6 Types Of Surface Treatments For Pavement

6 Types Of Surface Treatments For Pavement

Surface treatments such as fog seal, double chip seal, micro surfacing, thin hot-mix asphalt overlays, and seal coat, help pavement last longer. All surface treatments seal existing surfaces with asphalt. If more friction is necessary, an aggregate is applied on top. The asphalt can be a cutback or emulsion; emulsions are typically recommended because they offer reduced environmental impact and provide increased safety.

The most common forms of surface treatments are fairly similar and tend to vary based upon the type and amount of aggregate placed on top of the asphalt emulsion in order to seal the pavement.  Knowing the exact type of surface treatment roadways require is key to a job well done.

The following types of popular surface treatments are all beneficial investments in order to increase lifespan of roadways.

1. Fog Seal

A fog seal is a rather inexpensive diluted asphalt emulsion that does not include a cover aggregate. It is used to seal and enhance surfaces as well as to fix minor cracks, reduce risks for raveling and deliver shoulder delineation.

Fog seals are commonly used on high-volume roads as well as low-traffic roads. When used in high-traffic locations the main purpose is to prevent raveling of open-graded friction courses, as well as to define the mainline from the shoulder.

Fog seals are required more or less frequently depending on the original thickness of existing asphalt mixture. 

As with most sealants, this method is best applied during warmer weather, as cooler temperatures will require longer curing times and therefore roads must remain closed for longer. No traffic should enter the area until the emulsion has completely cured. Traffic speeds should be reduced until some of the asphalt has a chance to wear off the surface.

2. Seal Coat

A seal coat includes a coat of asphalt followed by an aggregate cover. Seal coats are used to waterproof surfaces, seal minor cracks and rehabilitate surface friction.

Pavement may be sealed with this type of treatment at any time of its life, but this method is especially beneficial for dry and raveled pavements. Even if roads are in good condition, this is a great way to revitalize and reduce need for maintenance down the road.

No vehicles can drive over roadways until the rolling is completed and bituminous materials set, otherwise materials will transfer to tires.

A seal coat should last between 3-6 years, depending on levels of traffic a road gets.

3. Double Chip Seal

A double chip seal is similar to a seal coat, but it includes two single seal coats as opposed to one. The second coat is applied directly following the first coat, with 60% of the total asphalt binder applied first with larger aggregate. The second coat includes 40% total asphalt binder with aggregates half as large as the first layer.

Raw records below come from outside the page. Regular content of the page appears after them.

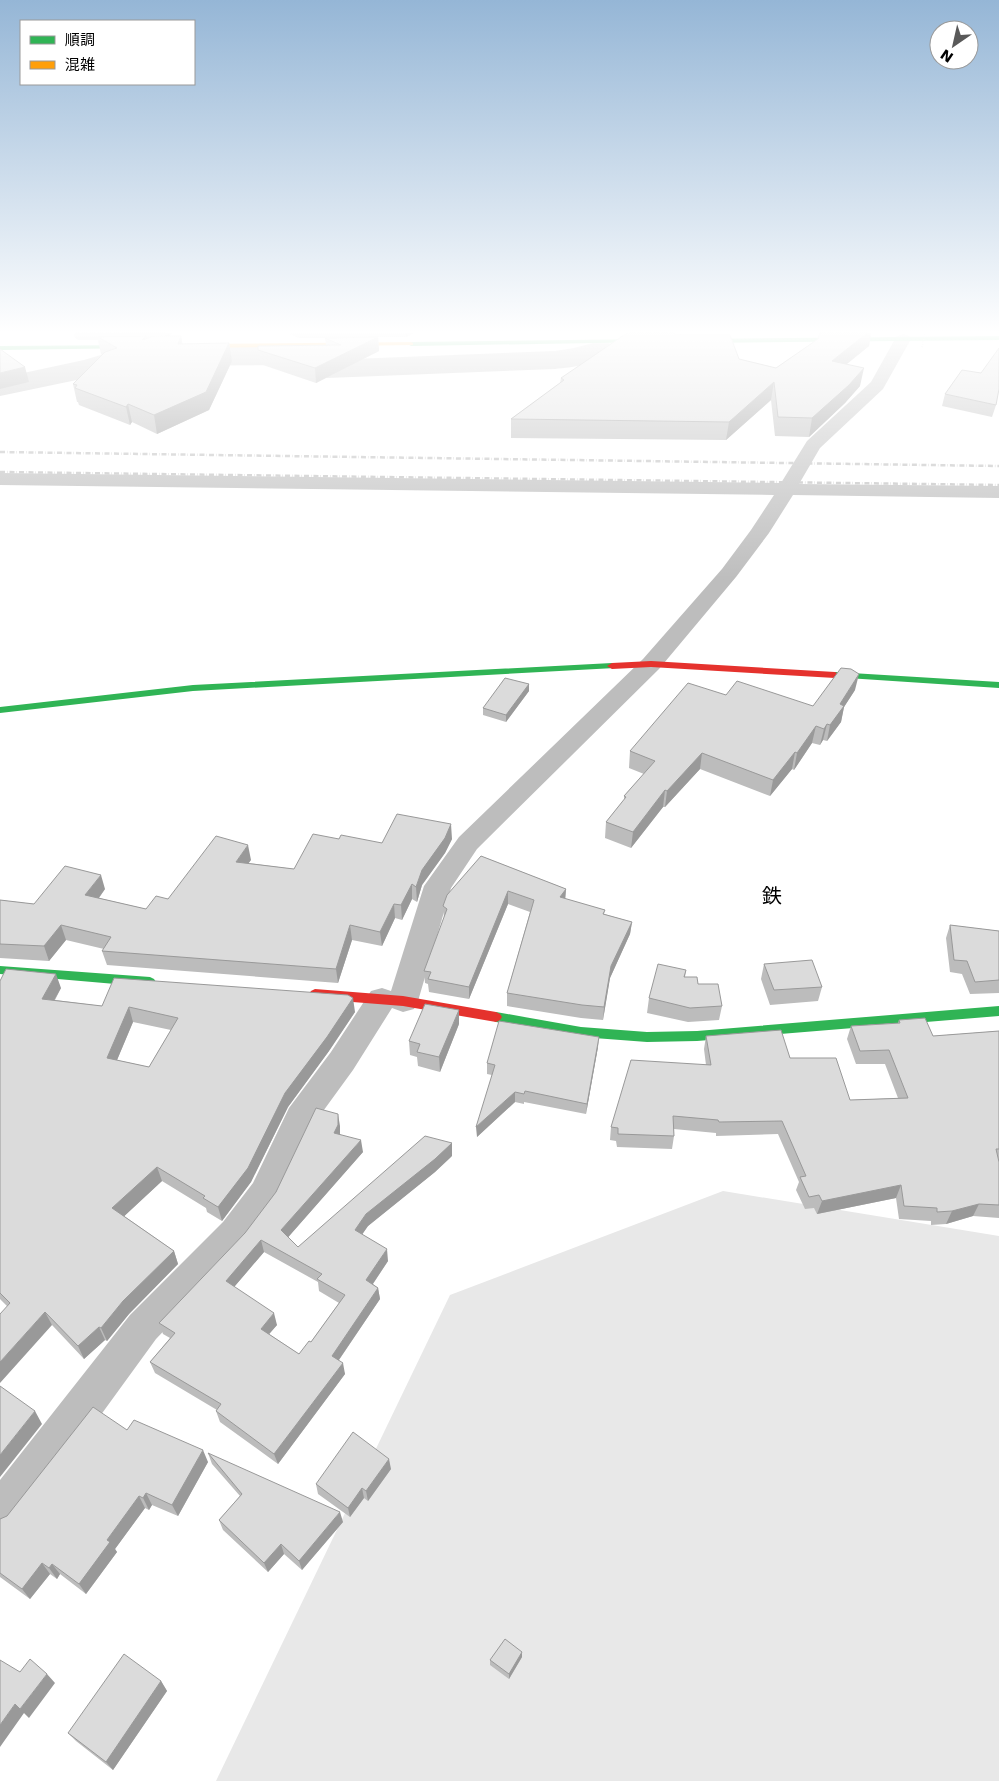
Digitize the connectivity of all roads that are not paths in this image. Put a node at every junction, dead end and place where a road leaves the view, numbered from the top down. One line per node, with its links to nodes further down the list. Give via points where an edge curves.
1 (844, 416): 3 (street, via 813,445)
2 (0, 479): 3 (street)
3 (786, 490): 4 (street); 5 (street, via 729,573)
4 (999, 492)
5 (651, 664): 6 (main road); 7 (main road, via 193,688); 11 (street, via 468,843 438,886)
6 (999, 685)
7 (0, 710)
8 (0, 970): 9 (main road)
9 (166, 983)
10 (304, 994): 11 (main road)
11 (393, 1000): 12 (main road, via 581,1032 647,1037 697,1036); 13 (street, via 300,1117 265,1193 235,1233 143,1327)
12 (999, 1010)
13 (0, 1512)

Generally, this type of sealant is applied to older asphalt, following previous applications of seal coat and fog seal. Prior to applying a double chip seal, all cracks and chips must be fixed and pavement cleaned.

In order for the best results, this type of sealant must be applied during daylight and when the pavement and air temperature are at least 60° F, and the humidity no higher than 75%. 

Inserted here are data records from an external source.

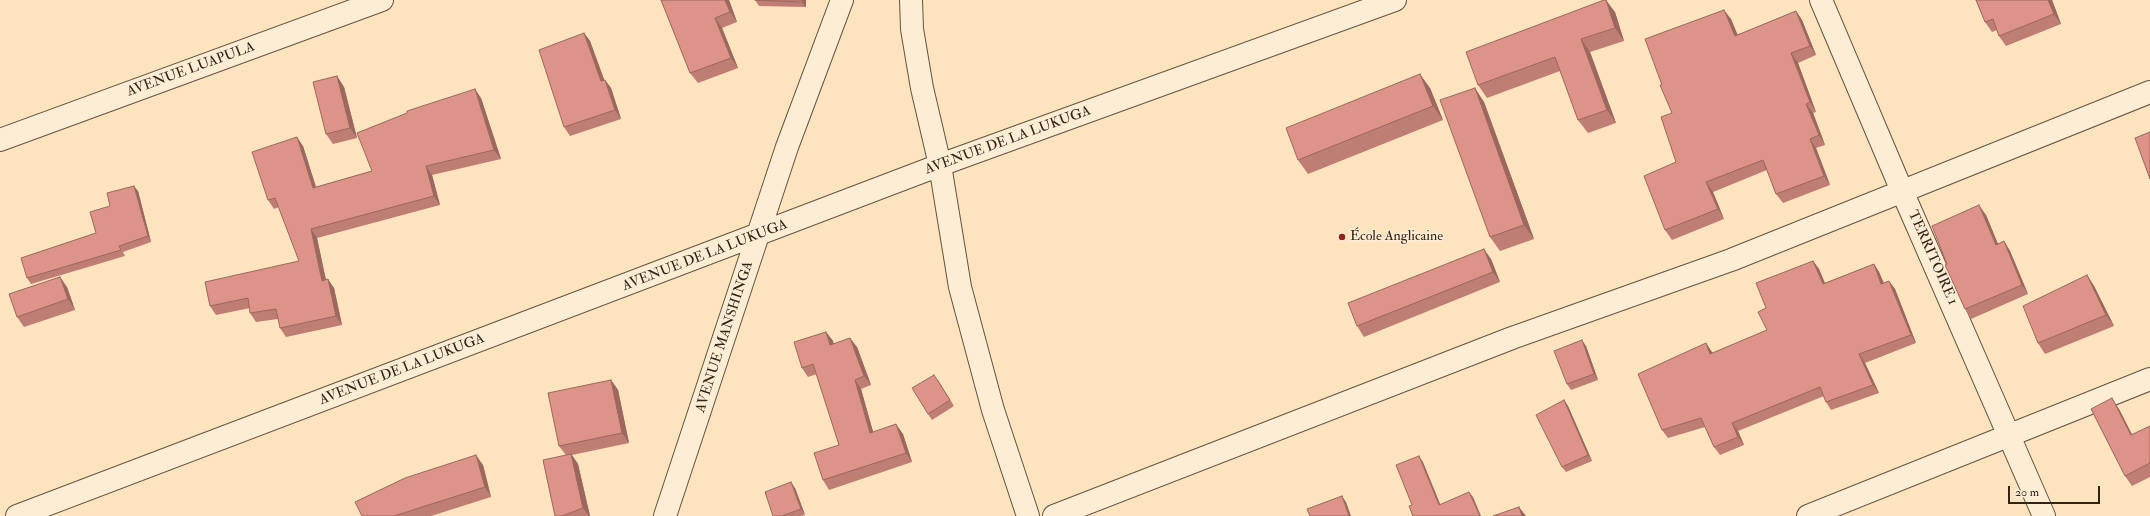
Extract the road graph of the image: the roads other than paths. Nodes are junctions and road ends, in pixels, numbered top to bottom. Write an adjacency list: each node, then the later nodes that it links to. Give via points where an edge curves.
1 (382, 0): 7 (street, AVENUE LUAPULA)
2 (842, 0): 10 (street, AVENUE MANSHINGA, via 786,147)
3 (911, 0): 8 (street, via 912,29 922,88)
4 (1395, 0): 8 (street, AVENUE DE LA LUKUGA)
5 (1822, 0): 9 (street, TERRITOIRE 1)
6 (2150, 92): 9 (street)
7 (0, 140)
8 (940, 165): 10 (street, AVENUE DE LA LUKUGA); 15 (street, via 960,287 993,410)
9 (1902, 191): 12 (street, TERRITOIRE 1); 16 (street, via 1730,260 1512,338)
10 (758, 236): 13 (street, AVENUE DE LA LUKUGA); 14 (street, AVENUE MANSHINGA)
11 (2150, 379): 12 (street)
12 (2010, 435): 17 (street); 18 (street, TERRITOIRE 1)
13 (17, 516)
14 (665, 516)
15 (1028, 516)
16 (1054, 516)
17 (1808, 516)
18 (2044, 516)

All materials must completely set before traffic is allowed back on the roadway. If loose chips are not properly integrated with the asphalt membrane they could come loose and damage vehicle windshields.

4. Slurry Seal

A slurry seal contains a precise combination of aggregate, asphalt emulsion, mineral filler (most commonly Portland cement) and water. This type of sealant is commonly used to seal pavement, reduce surface raveling, seal minor cracks and enhance surface friction.

Slurry seals are comparable to double chip seals, as they both rely on heat from the sun and pavement to set. Generally, this sealant takes between 2 and 8 hours to set, based upon the heat and humidity that day.

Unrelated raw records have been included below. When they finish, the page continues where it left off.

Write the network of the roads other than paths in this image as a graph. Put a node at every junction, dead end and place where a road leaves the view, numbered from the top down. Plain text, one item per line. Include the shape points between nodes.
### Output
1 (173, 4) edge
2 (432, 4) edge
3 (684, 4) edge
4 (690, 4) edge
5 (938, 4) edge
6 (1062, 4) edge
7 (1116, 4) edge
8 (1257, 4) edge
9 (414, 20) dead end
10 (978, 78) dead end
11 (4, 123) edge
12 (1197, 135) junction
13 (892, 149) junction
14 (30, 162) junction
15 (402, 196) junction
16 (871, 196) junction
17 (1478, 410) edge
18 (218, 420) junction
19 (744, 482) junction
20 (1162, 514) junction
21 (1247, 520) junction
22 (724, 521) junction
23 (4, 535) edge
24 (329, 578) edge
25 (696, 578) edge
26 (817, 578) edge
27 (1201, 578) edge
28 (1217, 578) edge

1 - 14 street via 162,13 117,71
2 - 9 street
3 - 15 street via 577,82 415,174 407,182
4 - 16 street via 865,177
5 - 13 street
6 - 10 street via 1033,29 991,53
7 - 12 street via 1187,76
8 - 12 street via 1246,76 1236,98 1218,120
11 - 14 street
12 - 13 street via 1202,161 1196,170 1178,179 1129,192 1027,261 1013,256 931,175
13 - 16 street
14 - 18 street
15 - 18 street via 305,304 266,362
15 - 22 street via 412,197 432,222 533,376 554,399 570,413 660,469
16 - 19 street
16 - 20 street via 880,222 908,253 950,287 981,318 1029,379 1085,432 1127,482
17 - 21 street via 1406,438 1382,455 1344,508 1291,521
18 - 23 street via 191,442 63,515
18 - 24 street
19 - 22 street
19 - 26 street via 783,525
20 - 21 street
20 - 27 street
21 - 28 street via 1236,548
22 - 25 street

If the main problem is oxidation and hardening of surfaces, a slurry seal is a great option. If pavement is covered in lots of cracks, this type of sealant is not going to take as well. All repairs should be conducted prior to applying slurry seal.

5. Microsurfacing

Microsurfacing is a rut-filling material used to treat surfacing and rut filling on roads that get moderate to heavy levels of traffic. This preventative maintenance technique is skid-resistant and helps reduce water penetration.

Microsurfacing differs from polymer-modified slurry seal because of the curing process, which is chemically controlled as opposed to undergoing a thermal process.

Microsurfacing takes less time to cure than slurry seals, and roads may be reopened to traffic in as little as one hour. This type of surface treatment is necessary about once every 7 or so years, depending upon traffic flow as well as the condition of pavement when treatment is applied.

6. Thin Hot-Mix Overlays

This form of sealant is made from aggregate and asphalt cement. This type of surface treatment is used to enhance functional conditions of pavement, with thickness ranging between ¾ to 1-1/2 inches. Mixes are often combined with polymers in order to accommodate the need for higher performance. This treatment is recommended before signs of fatigue-related pavement distress sets in.

Thin hot-mix overlays can be used on all types of roads, and remain especially popular for high-traffic roads in residential areas where longevity and decreased surface noises are important.